Photo: Prof. Anna-Katharina Hornidge delivering her keynote speech on ‘International Sustainability Politics in a Time of Global (Dis-)Order’.

Prof. Anna-Katharina Hornidge delivering her keynote speech on ‘International Sustainability Politics in a Time of Global (Dis-)Order’. Photo by GLOBALGOALS2024.

Her keynote ended with a clear call for policy-making that understands and cherishes the 2030 Agenda as a global cooperation agenda and invests into its implementation (with the EU playing a special role here). In the direction of the scientific community, Prof. Hornidge pointed to the role of scientifically-grounded work at the science-policy-interface that offers constructive means to ensuring that it is indeed possible in democratically organised systems to win elections with a transformative sustainability agenda as political programme.

Prof. Ines Dombrowsky, a member of the GLOBALGOALS2024 International Steering Committee, chaired a semi-plenary on ‘Differentiation and Dynamisation of the SDGs’, which addressed some of the major challenges to accelerate the implementation of the SDGs, including the politics that can drive or inhibit policy coherence across the 17 Goals. She also presented her own research as part of the SHAPE project, titled ‘Policy Mixes for Sustainable Development Pathways: Representation in Integrated Assessment Models’. The paper shows how the Sustainable Development Pathway scenarios use policy mixes to constrain negative side-effects of unmitigated climate measures to achieve several SDGs simultaneously.

IDOS researcher Dr Marcelo Inacio da Cunha presented his research under the Klimalog project on ‘Rights-based access for leaving no biodiverse area nor anyone behind: Deliberative protected area councils in Amazônia’. The presentation focused on institutions governing conservation and resource access by forest peoples, and levers for moving from consultations by environmental entities with Local Communities, towards deliberative joint management in protected areas of Amazônia.

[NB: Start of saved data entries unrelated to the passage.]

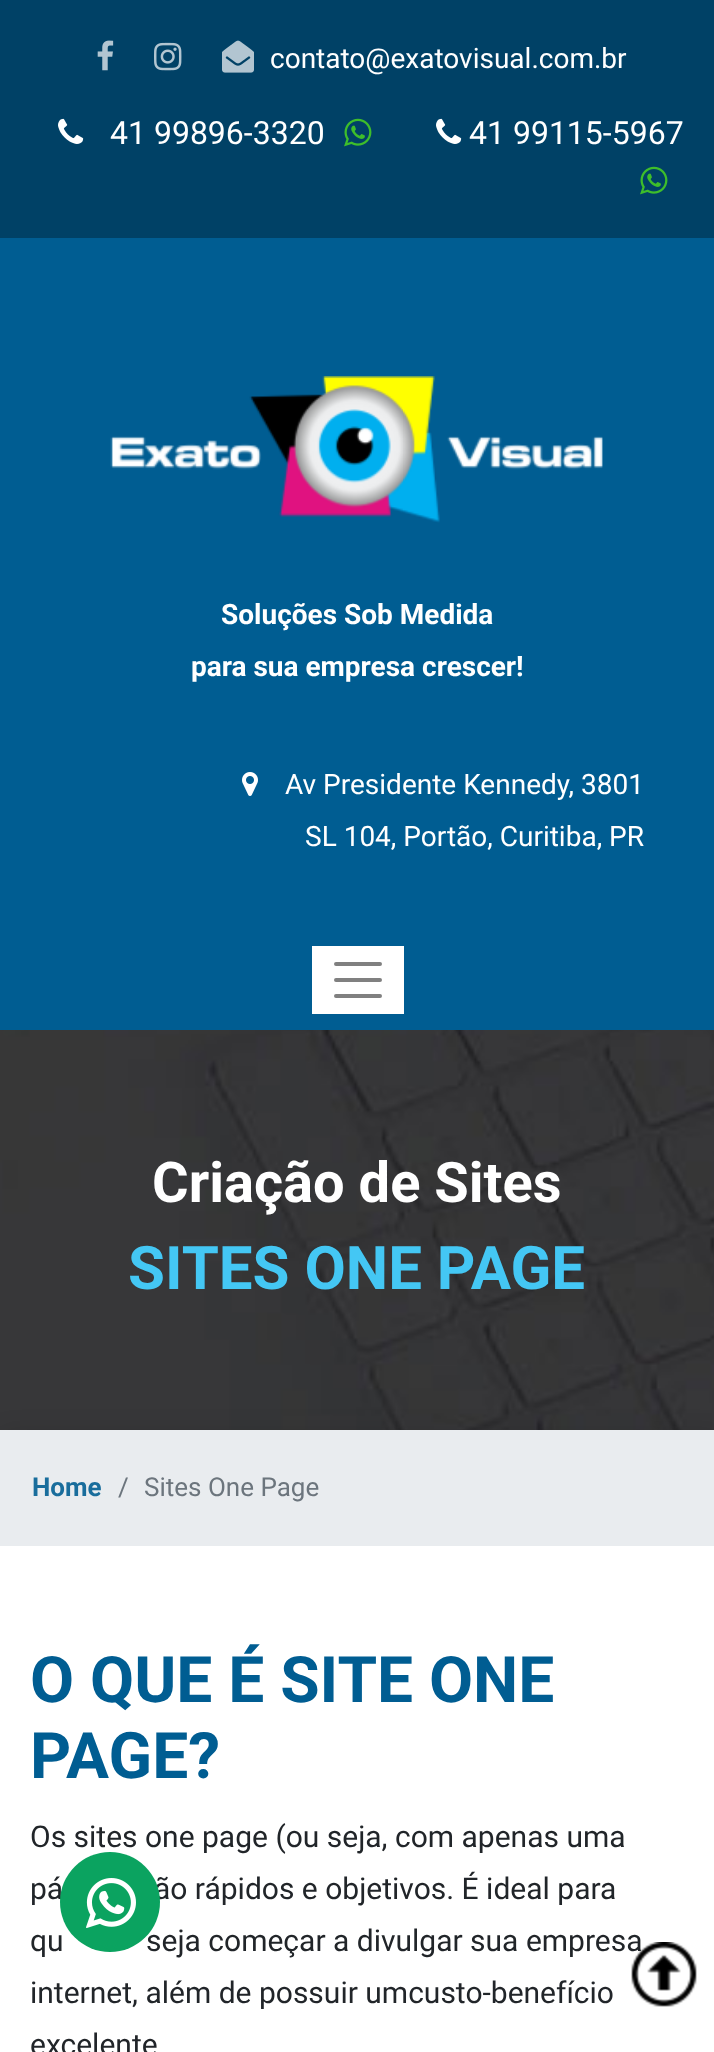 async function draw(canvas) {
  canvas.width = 714;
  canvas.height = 2052;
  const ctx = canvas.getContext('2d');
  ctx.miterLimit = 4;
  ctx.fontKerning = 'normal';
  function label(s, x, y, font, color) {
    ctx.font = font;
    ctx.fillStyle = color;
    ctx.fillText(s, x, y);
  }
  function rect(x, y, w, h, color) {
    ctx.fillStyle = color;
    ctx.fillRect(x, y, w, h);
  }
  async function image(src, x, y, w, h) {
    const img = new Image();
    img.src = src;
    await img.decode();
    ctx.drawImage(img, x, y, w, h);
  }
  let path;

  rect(0, 0, 714, 2052, '#004166');
  await image('assets/img1.png', 97, 40, 17, 31);
  await image('assets/img2.png', 154, 42, 28, 29);
  await image('assets/img3.png', 222, 40, 32, 33);
  label('contato@exatovisual.com.br', 270, 68, '28px Roboto', '#fff');
  await image('assets/img4.png', 58, 118, 26, 26);
  label('41 99896-3320', 110, 144, '32px Roboto', '#fff');
  await image('assets/img5.png', 344, 118, 28, 29);
  await image('assets/img4.png', 436, 118, 26, 26);
  label('41 99115-5967', 469, 144, '32px Roboto', '#fff');
  await image('assets/img5.png', 640, 166, 28, 29);
  rect(0, 238, 714, 792, '#005d92');
  await image('assets/img6.png', 110, 376, 493, 147);
  label('Soluções Sob Medida', 221, 624, 'bold 28px Roboto', '#fff');
  label('para sua empresa crescer!', 191, 676, 'bold 28px Roboto', '#fff');
  await image('assets/img7.png', 242, 772, 16, 24);
  label('Av Presidente Kennedy, 3801', 285, 794, '28px Roboto', '#fff');
  label('SL 104, Portão, Curitiba, PR', 305, 846, '28px Roboto', '#fff');
  rect(312, 946, 92, 68, '#fff');
  path = new Path2D('M336 964H380M336 980H380M336 996H380');
  ctx.strokeStyle = '#808080';
  ctx.lineWidth = 4;
  ctx.lineCap = 'round';
  ctx.stroke(path);
  await image('assets/img8.png', 0, 1030, 714, 400);
  label('Criação de Sites', 152, 1202, 'bold 56px Roboto', '#fff');
  label('SITES ONE PAGE', 128, 1289, 'bold 60px Roboto', '#44c7f4');
  ctx.fillStyle = '#00000026';
  ctx.filter = 'blur(12px)';
  ctx.beginPath();
  ctx.rect(2, 1434, 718, 120);
  ctx.fill();
  ctx.filter = 'none';
  rect(0, 1430, 714, 116, '#e9ecef');
  label('Home', 32, 1496, 'bold 26px Roboto', '#196d9c');
  label('/', 118, 1496, '26px Roboto', '#6c757d');
  label('Sites One Page', 144, 1496, '26px Roboto', '#6c757d');
  rect(0, 1546, 714, 506, '#fff');
  label('O QUE É SITE ONE', 30, 1702, 'bold 64px Roboto', '#005d92');
  label('PAGE?', 30, 1778, 'bold 64px Roboto', '#005d92');
  label('Os sites one page (ou seja, com apenas uma', 30, 1847, '30px Roboto', '#212529');
  label('pá', 30, 1899, '30px Roboto', '#212529');
  label('ão rápidos e objetivos. É ideal para', 154, 1899, '30px Roboto', '#212529');
  label('qu', 30, 1951, '30px Roboto', '#212529');
  label('seja começar a divulgar sua empresa', 146, 1951, '30px Roboto', '#212529');
  label('internet, além de possuir umcusto-benefício', 30, 2003, '30px Roboto', '#212529');
  label('excelente', 30, 2055, '30px Roboto', '#212529');
  ctx.fillStyle = '#0ba360';
  ctx.beginPath();
  ctx.arc(110, 1902, 50, 0, 2 * Math.PI);
  ctx.fill();
  await image('assets/img9.png', 86, 1878, 50, 50);
  await image('assets/img10.png', 631, 1942, 66, 65);
}

draw(document.querySelector('canvas')); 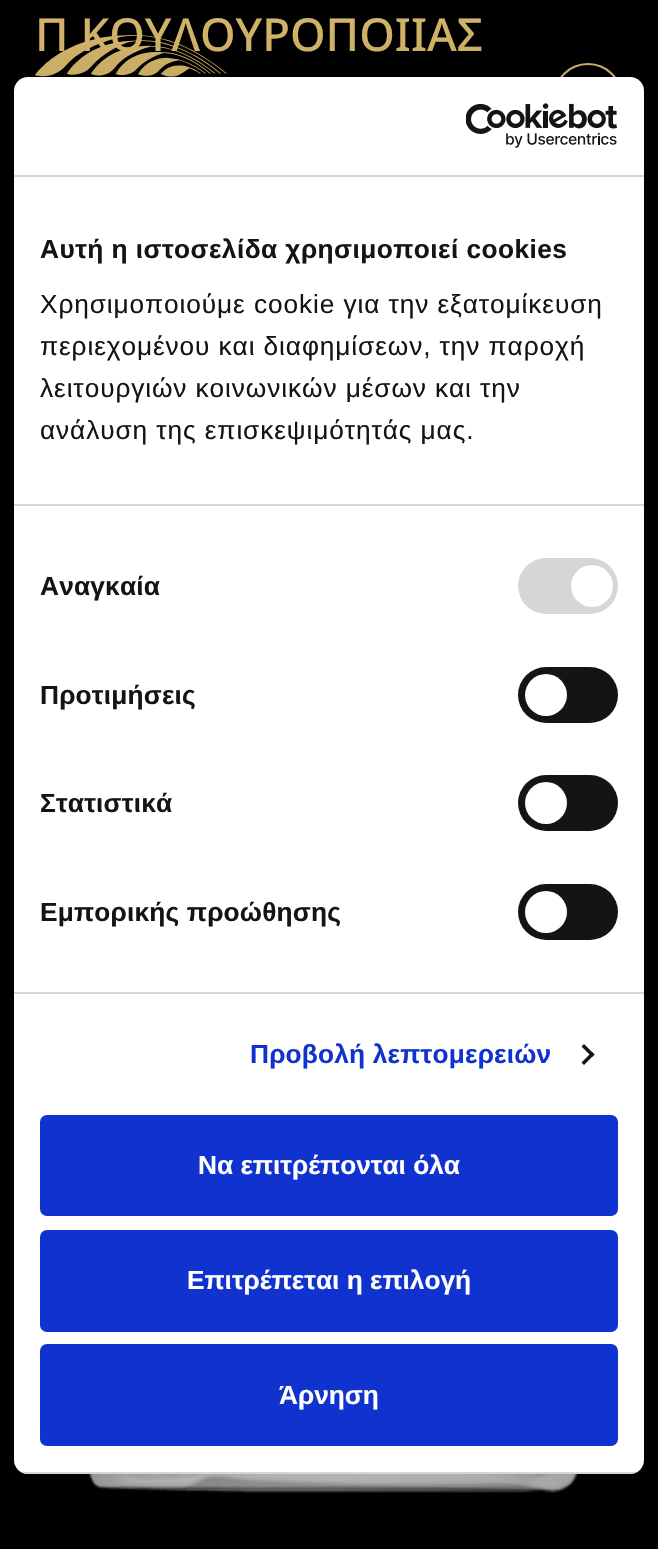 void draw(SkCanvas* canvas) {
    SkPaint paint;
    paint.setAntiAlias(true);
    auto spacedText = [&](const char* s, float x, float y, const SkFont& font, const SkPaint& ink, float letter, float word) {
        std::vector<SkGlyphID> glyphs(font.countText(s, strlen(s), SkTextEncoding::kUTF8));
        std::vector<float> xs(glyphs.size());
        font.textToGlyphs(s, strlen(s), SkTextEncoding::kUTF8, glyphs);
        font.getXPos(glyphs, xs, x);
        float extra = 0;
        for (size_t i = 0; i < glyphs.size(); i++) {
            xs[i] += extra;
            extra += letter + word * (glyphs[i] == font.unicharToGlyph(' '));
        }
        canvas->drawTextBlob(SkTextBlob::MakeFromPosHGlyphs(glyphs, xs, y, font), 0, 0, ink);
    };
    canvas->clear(0xFF000000);
    SkFont font1(fontMgr->matchFamilyStyle("Noto Sans", SkFontStyle(500, SkFontStyle::kNormal_Width, SkFontStyle::kUpright_Slant)), 45.5f);
    font1.setSubpixel(true);
    paint.setColor(0xFFD2B469);
    canvas->drawString("Π ΚΟΥΛΟΥΡΟΠΟΙΙΑΣ", 35, 51, font1, paint);
    canvas->drawImageRect(SkImages::DeferredFromEncodedData(SkData::MakeFromFileName("img1.png")), SkRect::MakeXYWH(89, 1474, 490, 19), SkSamplingOptions());
    canvas->drawImageRect(SkImages::DeferredFromEncodedData(SkData::MakeFromFileName("img2.png")), SkRect::MakeXYWH(35, 35, 192, 42), SkSamplingOptions());
    paint.setStyle(SkPaint::kStroke_Style);
    paint.setStrokeWidth(2);
    canvas->drawCircle(588, 98, 34, paint);
    paint.setStyle(SkPaint::kFill_Style);
    paint.setColor(0x4D000000);
    paint.setMaskFilter(SkMaskFilter::MakeBlur(kNormal_SkBlurStyle, 59.5f));
    canvas->drawRoundRect(SkRect::MakeXYWH(14, 133, 630, 1397), 14, 14, paint);
    paint.setMaskFilter(nullptr);
    paint.setColor(0xFFFFFFFF);
    canvas->drawRoundRect(SkRect::MakeXYWH(14, 77, 630, 1397), 14, 14, paint);
    paint.setColor(0xFFD6D6D6);
    canvas->drawRect(SkRect::MakeXYWH(14, 175, 630, 2), paint);
    canvas->drawImageRect(SkImages::DeferredFromEncodedData(SkData::MakeFromFileName("img3.png")), SkRect::MakeXYWH(466, 103, 152, 45), SkSamplingOptions());
    canvas->drawRect(SkRect::MakeXYWH(14, 504, 630, 2), paint);
    SkFont font2(fontMgr->matchFamilyStyle("Liberation Sans", SkFontStyle::Bold()), 26.25f);
    font2.setSubpixel(true);
    paint.setColor(0xFF141414);
    spacedText("Αυτή η ιστοσελίδα χρησιμοποιεί cookies", 40, 258, font2, paint, 0.45f, 0);
    SkFont font3(fontMgr->matchFamilyStyle("Liberation Sans", SkFontStyle::Normal()), 26.25f);
    font3.setSubpixel(true);
    spacedText("Χρησιμοποιούμε cookie για την εξατομίκευση", 40, 313, font3, paint, 0.9f, 0);
    spacedText("περιεχομένου και διαφημίσεων, την παροχή", 40, 355, font3, paint, 0.9f, 0);
    spacedText("λειτουργιών κοινωνικών μέσων και την", 40, 397, font3, paint, 0.9f, 0);
    spacedText("ανάλυση της επισκεψιμότητάς μας.", 40, 439, font3, paint, 0.9f, 0);
    paint.setColor(0xFFD6D6D6);
    canvas->drawRect(SkRect::MakeXYWH(14, 992, 630, 2), paint);
    paint.setColor(0xFF141414);
    spacedText("Αναγκαία", 40, 595, font2, paint, 0.2f, 0);
    paint.setColor(0xFFD6D6D6);
    canvas->drawRoundRect(SkRect::MakeXYWH(518, 558, 100, 56), 28, 28, paint);
    paint.setColor(0xFFFFFFFF);
    canvas->drawCircle(592, 586, 21, paint);
    paint.setColor(0xFF141414);
    spacedText("Προτιμήσεις", 40, 704, font2, paint, 0.2f, 0);
    canvas->drawRoundRect(SkRect::MakeXYWH(518, 667, 100, 56), 28, 28, paint);
    paint.setColor(0xFFFFFFFF);
    canvas->drawCircle(546, 695, 21, paint);
    paint.setColor(0xFF141414);
    spacedText("Στατιστικά", 40, 812, font2, paint, 0.2f, 0);
    canvas->drawRoundRect(SkRect::MakeXYWH(518, 775, 100, 56), 28, 28, paint);
    paint.setColor(0xFFFFFFFF);
    canvas->drawCircle(546, 803, 21, paint);
    paint.setColor(0xFF141414);
    spacedText("Εμπορικής προώθησης", 40, 921, font2, paint, 0.2f, 0);
    canvas->drawRoundRect(SkRect::MakeXYWH(518, 884, 100, 56), 28, 28, paint);
    paint.setColor(0xFFFFFFFF);
    canvas->drawCircle(546, 912, 21, paint);
    paint.setColor(0xFF1032CF);
    spacedText("Προβολή λεπτομερειών", 250, 1063, font2, paint, 0.2f, 0);
    paint.setColor(0xFF141414);
    canvas->drawPath(SkPathBuilder().moveTo(584, 1044).lineTo(594.5f, 1054.5f).lineTo(592, 1057).lineTo(581.5f, 1046.5f).close().detach(), paint);
    canvas->drawPath(SkPathBuilder().moveTo(592, 1052).lineTo(594.5f, 1054.5f).lineTo(584, 1065).lineTo(581.5f, 1062.5f).close().detach(), paint);
    canvas->save();
    canvas->clipPath(SkPathBuilder().moveTo(28, 77).lineTo(630, 77).cubicTo(637.5f, 77, 644, 83.5f, 644, 91).lineTo(644, 1460).cubicTo(644, 1467.5f, 637.5f, 1474, 630, 1474).lineTo(28, 1474).cubicTo(20.5f, 1474, 14, 1467.5f, 14, 1460).lineTo(14, 91).cubicTo(14, 83.5f, 20.5f, 77, 28, 77).close().detach(), true);
    paint.setColor(0xFFD6D6D6);
    canvas->drawRect(SkRect::MakeXYWH(14, 1472, 630, 2), paint);
    canvas->restore();
    paint.setColor(0xFF1032CF);
    canvas->drawRoundRect(SkRect::MakeXYWH(42, 1117, 574, 97), 5, 5, paint);
    paint.setStyle(SkPaint::kStroke_Style);
    paint.setStrokeWidth(4);
    canvas->drawRoundRect(SkRect::MakeXYWH(42, 1117, 574, 97), 5, 5, paint);
    paint.setStyle(SkPaint::kFill_Style);
    paint.setColor(0xFFFFFFFF);
    canvas->drawString("Να επιτρέπονται όλα", 198, 1174, font2, paint);
    paint.setColor(0xFF1032CF);
    canvas->drawRoundRect(SkRect::MakeXYWH(42, 1232, 574, 98), 5, 5, paint);
    paint.setStyle(SkPaint::kStroke_Style);
    canvas->drawRoundRect(SkRect::MakeXYWH(42, 1232, 574, 98), 5, 5, paint);
    paint.setStyle(SkPaint::kFill_Style);
    paint.setColor(0xFFFFFFFF);
    canvas->drawString("Επιτρέπεται η επιλογή", 187, 1289, font2, paint);
    paint.setColor(0xFF1032CF);
    canvas->drawRoundRect(SkRect::MakeXYWH(42, 1346, 574, 98), 5, 5, paint);
    paint.setStyle(SkPaint::kStroke_Style);
    canvas->drawRoundRect(SkRect::MakeXYWH(42, 1346, 574, 98), 5, 5, paint);
    paint.setStyle(SkPaint::kFill_Style);
    paint.setColor(0xFFFFFFFF);
    canvas->drawString("Άρνηση", 279, 1404, font2, paint);
}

Within the research on the science-policy interface (SPI), Sarah Löpelt, IDOS researcher, presented initial results of the accompanying research as part of the Science Platform Sustainability 2030 (wpn2030). Her presentation focused on the ‘Transformative Idea’ of the DNS-Lab, an innovative format developed by wpn2030 that aims to co-create integrated knowledge at the SPI for the German Sustainable Development Strategy (DNS) in an agile manner.

Finally, IDOS researcher Alexia Faus Onbargi, whose PhD under the ClimEQ project is being supervised by both Ines Dombrowsky and Frank Biermann, presented some of her main findings on Just Transition (JT) preferences and views held by participants at a survey issued at COP28 in Dubai. Main insights here include strong preferences to integrate sustainable development, eradicating poverty and ensuring equality of opportunities into JT policy, as well as promoting policy coherence for JT governance, raising the question of whether the SDGs are in fact the best way to advance JTs.